Helms-Burton: Lei a ser desrespeitada

 

 

 

“A aprovação da Lei Helms-Burton deixou a política de (William) Clinton a Cuba em ruínas”, disseram William Leogrande e Peter Kornbluh, estudiosos da disputa entre as Grandes Antilhas e os Estados Unidos, em seu livro Covert Diplomacy. História das negociações secretas entre Washington e Havana (Social Sciences, 2016).

Essa legislação manipulou o presidente como nunca antes, codificando o bloqueio econômico, comercial e financeiro contra Cuba e dando parte do seu poder executivo de negociação ao Congresso.

Em 1996, quando o mundo sabia que a chamada Lei da Liberdade Cubana e da Solidariedade Democrática (Lei Libertad ou Helms-Burton) era séria, uma grande agitação surgiu, entre outras razões de natureza moral, para o precedente que poderia resolver. permitindo a aplicação extraterritorial da legislação nacional.

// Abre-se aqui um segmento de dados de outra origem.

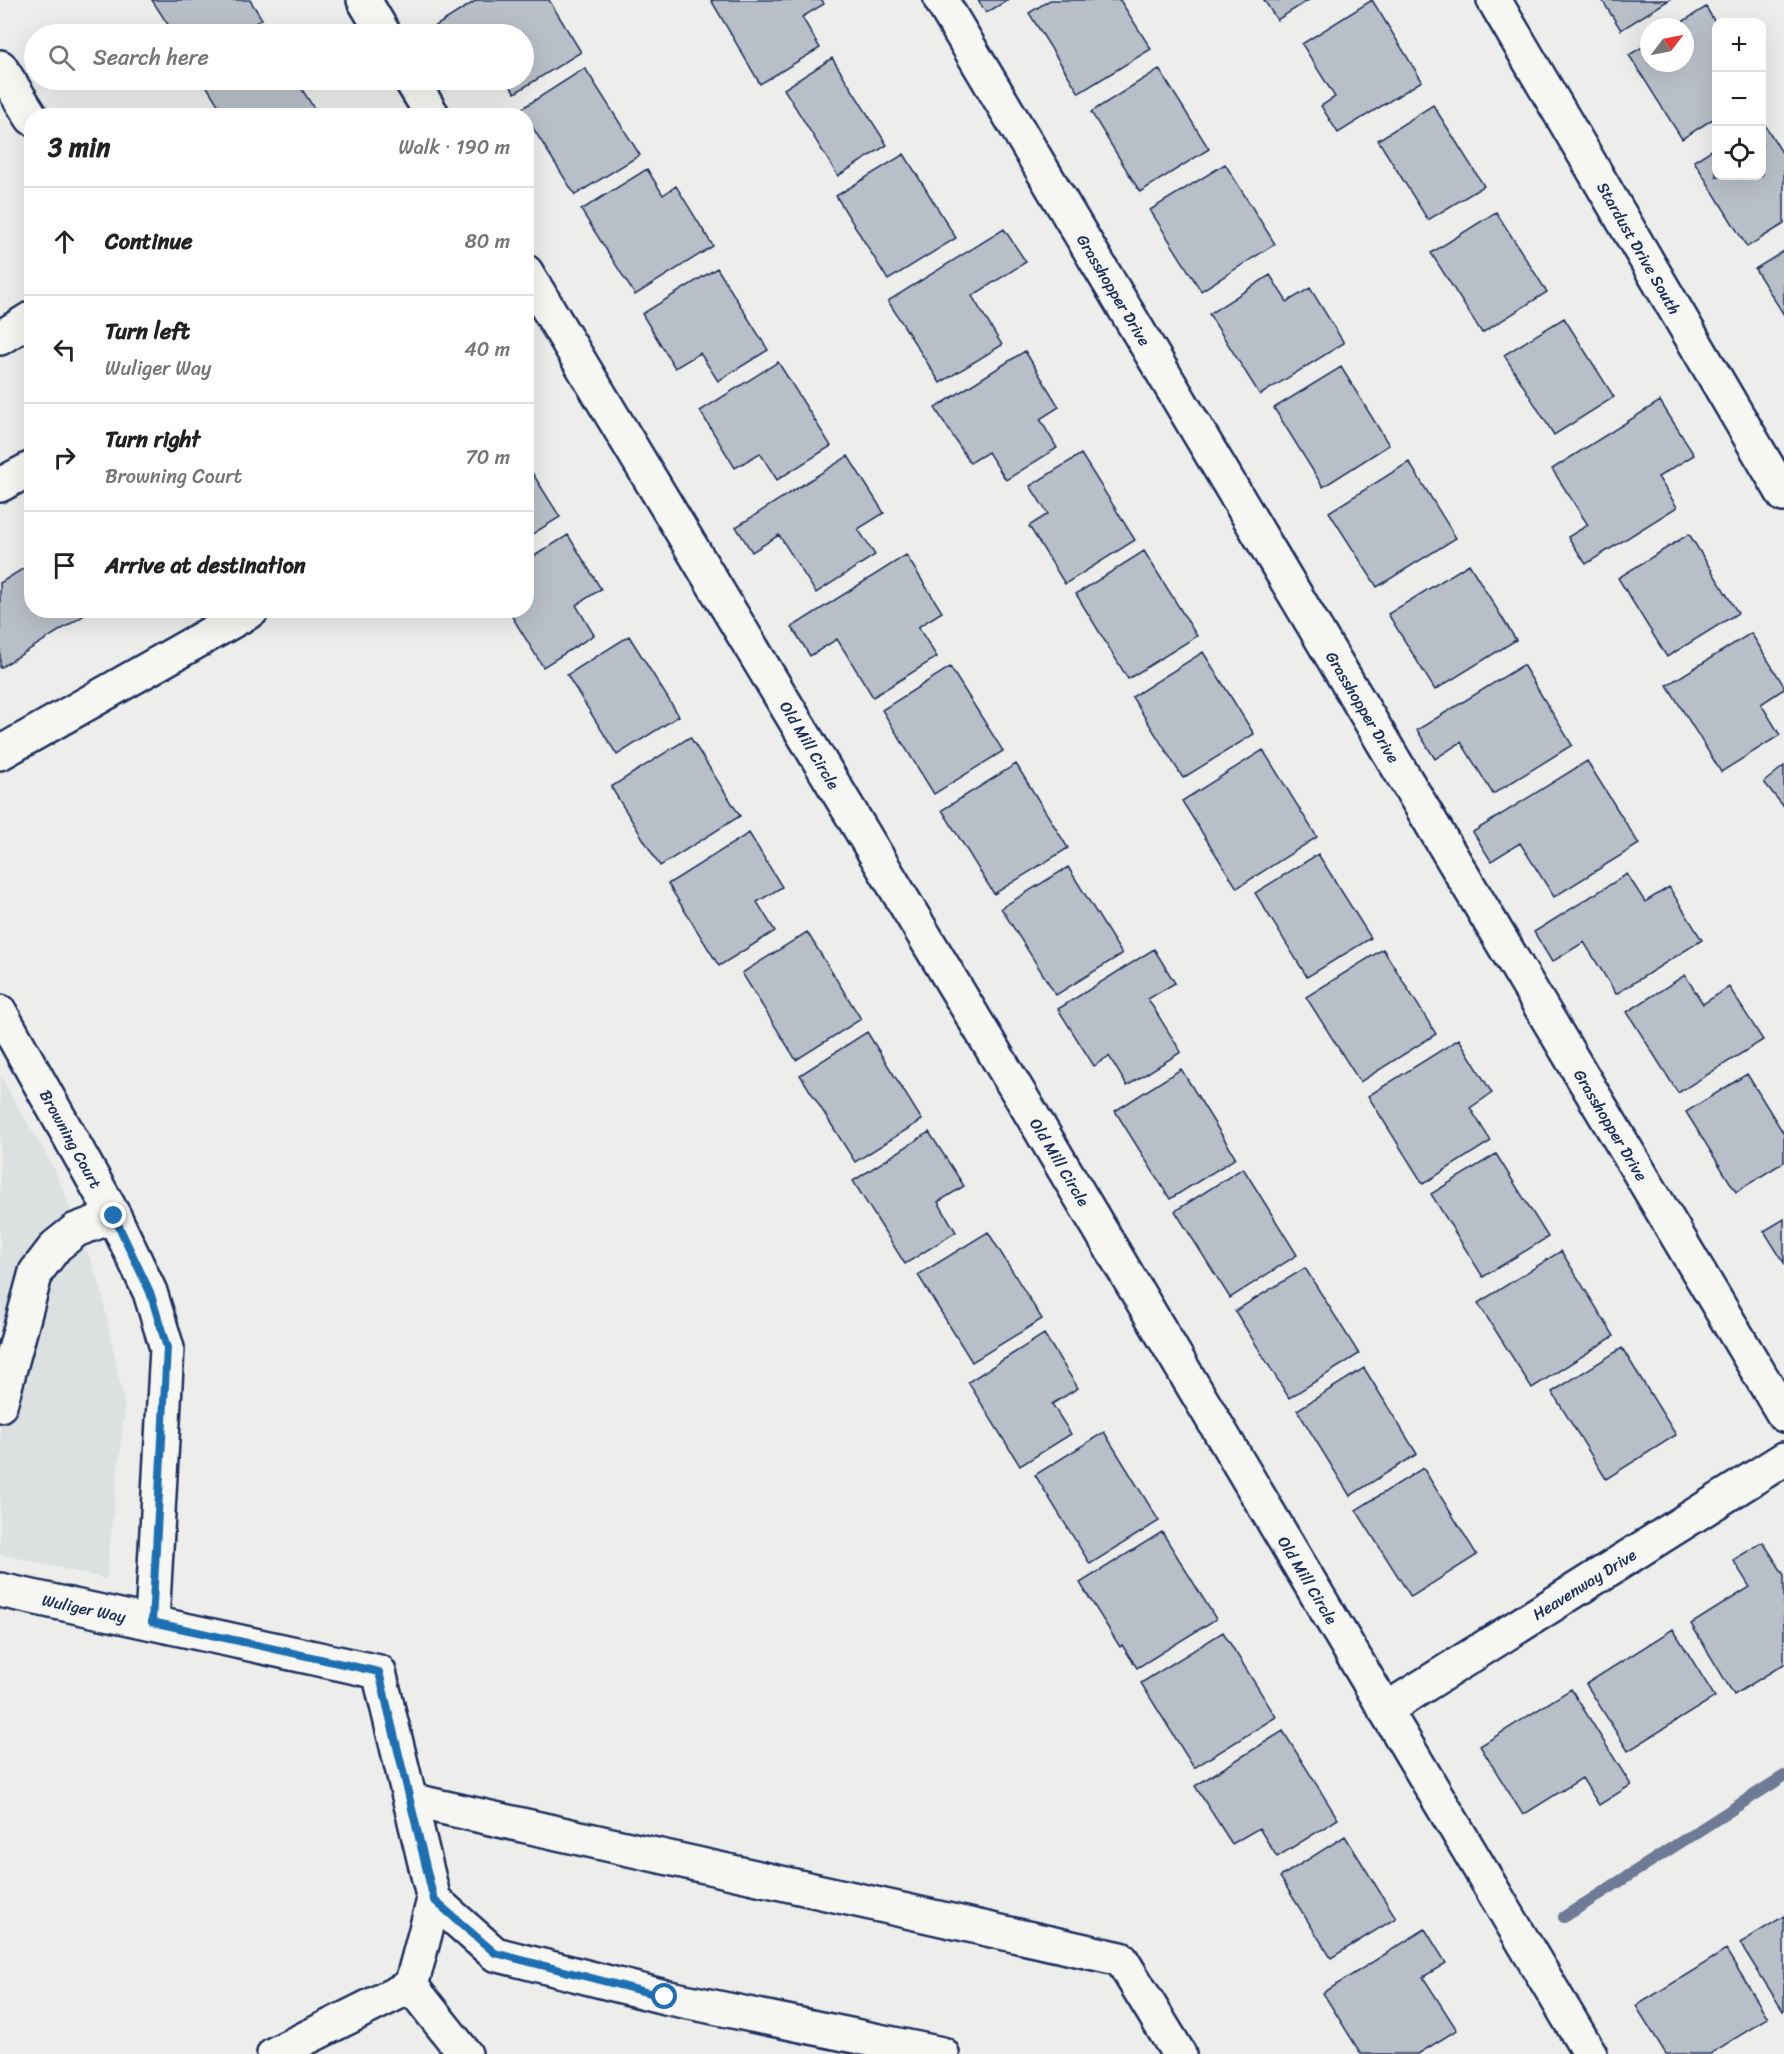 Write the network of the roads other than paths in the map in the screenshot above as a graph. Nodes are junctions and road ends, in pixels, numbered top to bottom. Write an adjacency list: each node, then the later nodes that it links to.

Muitos governos, incluindo aliados, protestaram. A União Europeia (UE) apresentou uma queixa junto da Organização Mundial do Comércio, que foi retirada em abril de 1997, quando Clinton desengavetó a renúncia, faculdade de conforto que lhe permitiu suspender por seis meses o direito de apresentar reivindicações perante os tribunais norte-americanos, o mesmo que Donald Trump decidiu reduzir para 45 dias.
Contexto

De acordo com a linguagem jurídica, o confisco é derivado e acessório a um crime, o comisor deve responder com seus bens, e, claro, não inclui qualquer compensação fraudada. O processo de nacionalização, no entanto, é um ato de demandas econômicas sociais, as causas podem ser o interesse nacional e de benefício popular. Este último carrega, conforme estabelecido pela Constituição, uma compensação apropriada.

Tais processos, confisco e nacionalização de uma parte significativa da propriedade privada existente em Cuba antes de 1959 “, tornou possível o surgimento da propriedade estatal socialista, e por sua vez o surgimento da propriedade pessoal, a propriedade de cooperativas de produção agrícola e os agricultores individuais, e outras formas que regulam nossa Constituição socialista, levando à criação de um novo quadro de relações jurídicas decorrentes da propriedade determinado pelo trabalho revolucionário em Cuba ao longo dos anos “, explica os compiladores do texto Compêndio das Disposições sobre Nacionalização e Confisco, publicado em 2004 pelo Ministério da Justiça.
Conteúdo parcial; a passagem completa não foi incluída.